I got a chuckle out of the reactions to my Facebook comments that I had pretty much planted my garden, what with Fishers being relatively in the Deep South as far as all of my gardening friends back in Cleveland are concerned. Yes, we get a good jump on it way down here.
Funny enough, I planted peas and lettuce back on March 7. They can withstand the frost and snow.
Anyhow, I planted more lettuce and peas, spinach, red bell peppers, tomatoes, basil, oregano, and parsley. I still have to add cucumbers and cilantro.
My criteria for planting is unchanged from the last few years: We like 'em; I can grow 'em cheaper than I can buy 'em; the taste is superior to what we can buy; I can grow 'em easily, without pesticides. Last year's tomatoes were the champs of the garden, as they met all four criteria. They were amazingly good, as were the carrots. I had never had carrots with so much flavor. We found out how much flavor carrots lose in transit.
The herbs are wonderful, as they also meet the criteria. I used so many herbs in soups this winter that I added the oregano and parsley. We dropped broccoli and green beans, as the broccoli was absolutely eaten alive by the cabbage moth caterpillars. The beans were just kind of ordinary, and I can get that at the grocery store any time I please.

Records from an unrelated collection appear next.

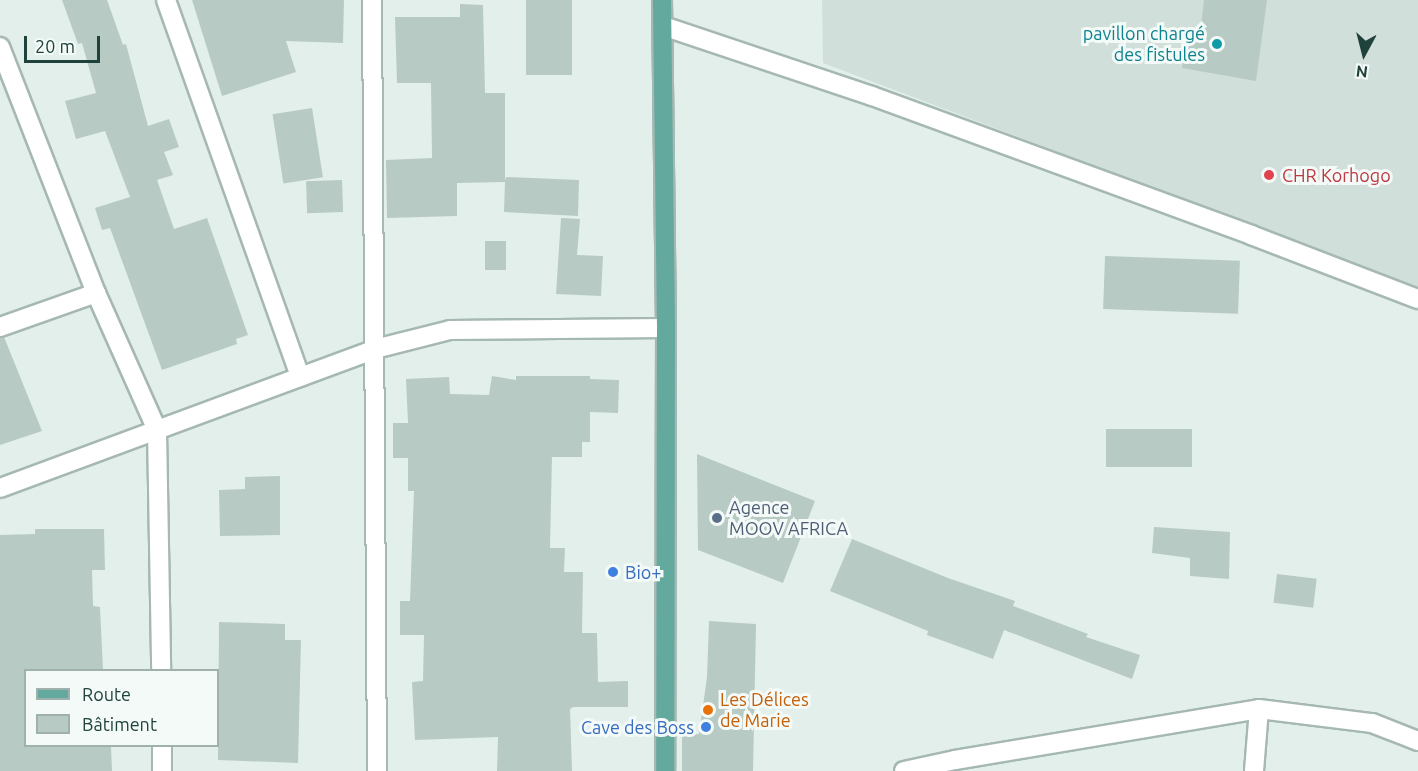 <!DOCTYPE html>
<html>
<head>
<meta charset="utf-8">
<style>
	body { margin:0 }
	#map { position:relative; width:1418px; height:771px; overflow:hidden; background:#e3efeb; font-family:Ubuntu,sans-serif }
	div>[style] { position:absolute }
	[style*='--x'] { left:calc(var(--x)*1px); top:calc(var(--y)*1px); width:calc(var(--w)*1px); rotate:calc(var(--a)*1deg) }
	.built>* { inset:0; background:#d1dfda }
	.building>* { inset:0; background:#b8cac4; transform-origin:0 0 }
	.roads { filter:drop-shadow(2px 0 #a5b8b3) drop-shadow(-2px 0 #a5b8b3) drop-shadow(0 2px #a5b8b3) drop-shadow(0 -2px #a5b8b3) }
	.minor>* { height:18px; margin:-9px; padding:0 9px; transform-origin:9px; border-radius:9px; background:#fff }
	.major>* { height:18px; margin:-9px; padding:0 9px; transform-origin:9px; border-radius:9px; background:#63a99d }
	.dots>* { width:16px; height:16px; translate:-50% -50%; box-sizing:border-box; border:3px solid #f4faf8; border-radius:50% }
	span { translate:-50% -50%; white-space:nowrap; text-align:center; line-height:1.15; -webkit-text-stroke:6px #f4faf8; paint-order:stroke }
	.culture-label { font-size:18px; color:#0d838f }
	.right { translate:-100% -50%; text-align:right }
	.health-label { font-size:18px; color:#be3a42 }
	.left { translate:0 -50%; text-align:left }
	.service-label { font-size:18px; color:#4e5e75 }
	.shop-label { font-size:18px; color:#366cbe }
	.food-label { font-size:18px; color:#c56008 }
	.legend { position:absolute; left:24px; top:669px; width:195px; height:78px; box-sizing:border-box; background:#f4faf8; border:2px solid #9fb0ad; margin:0; padding:8px 10px; list-style:none; font-size:18px; color:#20423c }
	.legend li { display:flex; align-items:center; gap:12px; height:30px }
	.legend b { width:30px; border:2px solid #9fb0ad }
	.north { position:absolute; left:1334px; top:24px; width:60px; height:60px; -webkit-text-stroke:4px #f4faf8; paint-order:stroke; rotate:187deg; font-size:16px; font-weight:700; line-height:24px; text-align:center; color:#20423c }
	.north::after { content:''; display:block; margin:auto; width:21px; height:27px; background:#20423c; clip-path:polygon(50% 0,100% 100%,50% 72%,0 100%) }
	.scale { position:absolute; left:24px; top:36px; width:76px; height:27px; box-sizing:border-box; border:3px solid #20423c; border-top:0; padding-left:8px; font-size:18px; line-height:21px; white-space:nowrap; color:#20423c; -webkit-text-stroke:4px #f4faf8; paint-order:stroke }
</style>
</head>
<body>
<div id="map">
	<div class="built">
		<i style="clip-path:polygon(822px 0,1418px 0,1418px 288px,823px 63px)"></i>
	</div>
	<div class="building">
		<i style="clip-path:polygon(62px 0,107px 0,123px 45px,126px 44px,148px 126px,169px 119px,179px 147px,164px 152px,173px 175px,157px 180px,174px 229px,207px 218px,248px 335px,236px 339px,237px 344px,162px 370px,110px 228px,102px 230px,95px 208px,130px 197px,105px 131px,76px 139px,65px 101px,96px 93px,82px 43px,78px 44px)"></i>
		<i style="clip-path:polygon(192px 0,344px 0,343px 43px,286px 41px,296px 72px,222px 96px)"></i>
		<i style="left:526px;top:0;width:46px;height:75px"></i>
		<i style="clip-path:polygon(1204px 0,1267px 0,1256px 81px,1182px 68px,1187px 33px,1200px 35px)"></i>
		<i style="clip-path:polygon(460px 4px,483px 5px,485px 93px,505px 93px,505px 181px,506px 177px,579px 180px,578px 216px,504px 212px,505px 182px,457px 183px,457px 216px,387px 218px,386px 160px,432px 158px,431px 83px,397px 83px,395px 17px,460px 17px)"></i>
		<i style="left:312px;top:108px;width:70px;height:40px;rotate:81deg"></i>
		<i style="left:342px;top:180px;width:32px;height:36px;rotate:88deg"></i>
		<i style="clip-path:polygon(561px 218px,580px 219px,577px 255px,603px 256px,601px 296px,556px 294px)"></i>
		<i style="left:506px;top:241px;width:29px;height:21px;rotate:90deg"></i>
		<i style="left:1105px;top:256px;width:135px;height:53px;rotate:2deg"></i>
		<i style="clip-path:polygon(4px 337px,42px 431px,0 445px,0 338px)"></i>
		<i style="clip-path:polygon(492px 376px,516px 380px,516px 376px,590px 376px,590px 379px,619px 380px,618px 413px,590px 412px,590px 442px,582px 442px,582px 457px,552px 457px,550px 548px,565px 548px,564px 572px,583px 572px,582px 633px,597px 633px,598px 682px,628px 681px,628px 707px,573px 707px,570px 709px,572px 771px,497px 771px,498px 737px,415px 740px,412px 682px,423px 681px,424px 635px,400px 635px,400px 601px,410px 601px,414px 491px,408px 491px,408px 458px,393px 458px,393px 423px,408px 423px,406px 379px,449px 377px,450px 394px,489px 395px)"></i>
		<i style="left:1192px;top:429px;width:38px;height:86px;rotate:90deg"></i>
		<i style="clip-path:polygon(697px 454px,815px 501px,783px 583px,698px 550px)"></i>
		<i style="clip-path:polygon(280px 476px,280px 535px,220px 536px,219px 490px,245px 489px,245px 477px)"></i>
		<i style="clip-path:polygon(1154px 527px,1230px 532px,1229px 579px,1190px 576px,1190px 558px,1152px 553px)"></i>
		<i style="clip-path:polygon(35px 529px,104px 529px,105px 570px,92px 570px,93px 606px,100px 607px,103px 670px,26px 670px,26px 746px,111px 746px,112px 771px,0 771px,0 535px,35px 534px)"></i>
		<i style="clip-path:polygon(852px 539px,948px 578px,1015px 601px,1013px 606px,1088px 634px,1086px 637px,1140px 655px,1132px 679px,1004px 630px,993px 659px,927px 635px,928px 631px,830px 591px)"></i>
		<i style="left:1277px;top:574px;width:40px;height:29px;rotate:7deg"></i>
		<i style="clip-path:polygon(709px 621px,756px 624px,753px 771px,682px 771px,682px 736px,699px 734px,707px 677px)"></i>
		<i style="clip-path:polygon(219px 622px,285px 624px,285px 640px,301px 640px,298px 763px,218px 760px)"></i>
	</div>
	<div class="roads">
		<div class="minor">
			<i style="--x:166;--y:0;--w:400;--a:70.4"></i>
			<i style="--x:372;--y:0;--w:771;--a:89.63"></i>
			<i style="--x:663;--y:26;--w:220;--a:18.5"></i>
			<i style="--x:872;--y:96;--w:404;--a:20.1"></i>
			<i style="--x:1251;--y:235;--w:179;--a:21"></i>
			<i style="--x:0;--y:47;--w:264;--a:68.7"></i>
			<i style="--x:96;--y:293;--w:150;--a:66"></i>
			<i style="--x:157;--y:430;--w:240;--a:89"></i>
			<i style="--x:0;--y:327;--w:102;--a:-19.5"></i>
			<i style="--x:0;--y:488;--w:400;--a:-20.3"></i>
			<i style="--x:375;--y:349;--w:77;--a:-14.2"></i>
			<i style="--x:450;--y:330;--w:216;--a:-0.5"></i>
			<i style="--x:162;--y:746;--w:25;--a:90"></i>
			<i style="--x:904;--y:771;--w:52;--a:-12.2"></i>
			<i style="--x:955;--y:760;--w:308;--a:-9.5"></i>
			<i style="--x:1259;--y:709;--w:114;--a:7.1"></i>
			<i style="--x:1372;--y:723;--w:49;--a:21.4"></i>
			<i style="--x:1254;--y:771;--w:62;--a:-85.4"></i>
		</div>
		<div class="major">
			<i style="--x:662;--y:0;--w:328;--a:89.3"></i>
			<i style="--x:666;--y:328;--w:443;--a:90.1"></i>
		</div>
	</div>
	<div class="dots">
		<i style="left:1217px;top:44px;background:#0f9aa8"></i>
		<i style="left:1269px;top:175px;background:#e0444e"></i>
		<i style="left:717px;top:518px;background:#5c6f8a"></i>
		<i style="left:613px;top:572px;background:#3f7fe0"></i>
		<i style="left:708px;top:710px;background:#e8710a"></i>
		<i style="left:706px;top:727px;background:#3f7fe0"></i>
	</div>
	<div class="culture-label">
		<span class="right" style="left:1205px;top:44px">pavillon chargé<br>des fistules</span>
	</div>
	<div class="health-label">
		<span class="left" style="left:1282px;top:175px">CHR Korhogo</span>
	</div>
	<div class="service-label">
		<span class="left" style="left:729px;top:518px">Agence<br>MOOV AFRICA</span>
	</div>
	<div class="shop-label">
		<span class="left" style="left:625px;top:572px">Bio+</span>
		<span class="right" style="left:694px;top:727px">Cave des Boss</span>
	</div>
	<div class="food-label">
		<span class="left" style="left:720px;top:710px">Les Délices<br>de Marie</span>
	</div>
	<ul class="legend">
	<li><b style="height:8px;background:#63a99d"></b>Route</li>
	<li><b style="height:16px;background:#b8cac4"></b>Bâtiment</li>
	</ul>
	<div class="north">N</div>
	<div class="scale">20 m</div>
</div>
</body>
</html>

There's some variety within the things I plant:
Basil: Genovese and Lemon
Lettuce: Four Seasons, Black Seeded Simpson, Granada, Aragula, and Endive
Tomato: Brandywine... so far.
I have room for six more tomato plants, which I will plant in stages so as to stagger their output. I still haven't settled on which varieties to go with, although I'm thinking about these heirloom varieties: Black Krim, Martino's Romas, Purple Calabash, and Livingston's Golden Queens. Anybody ever grow any of these?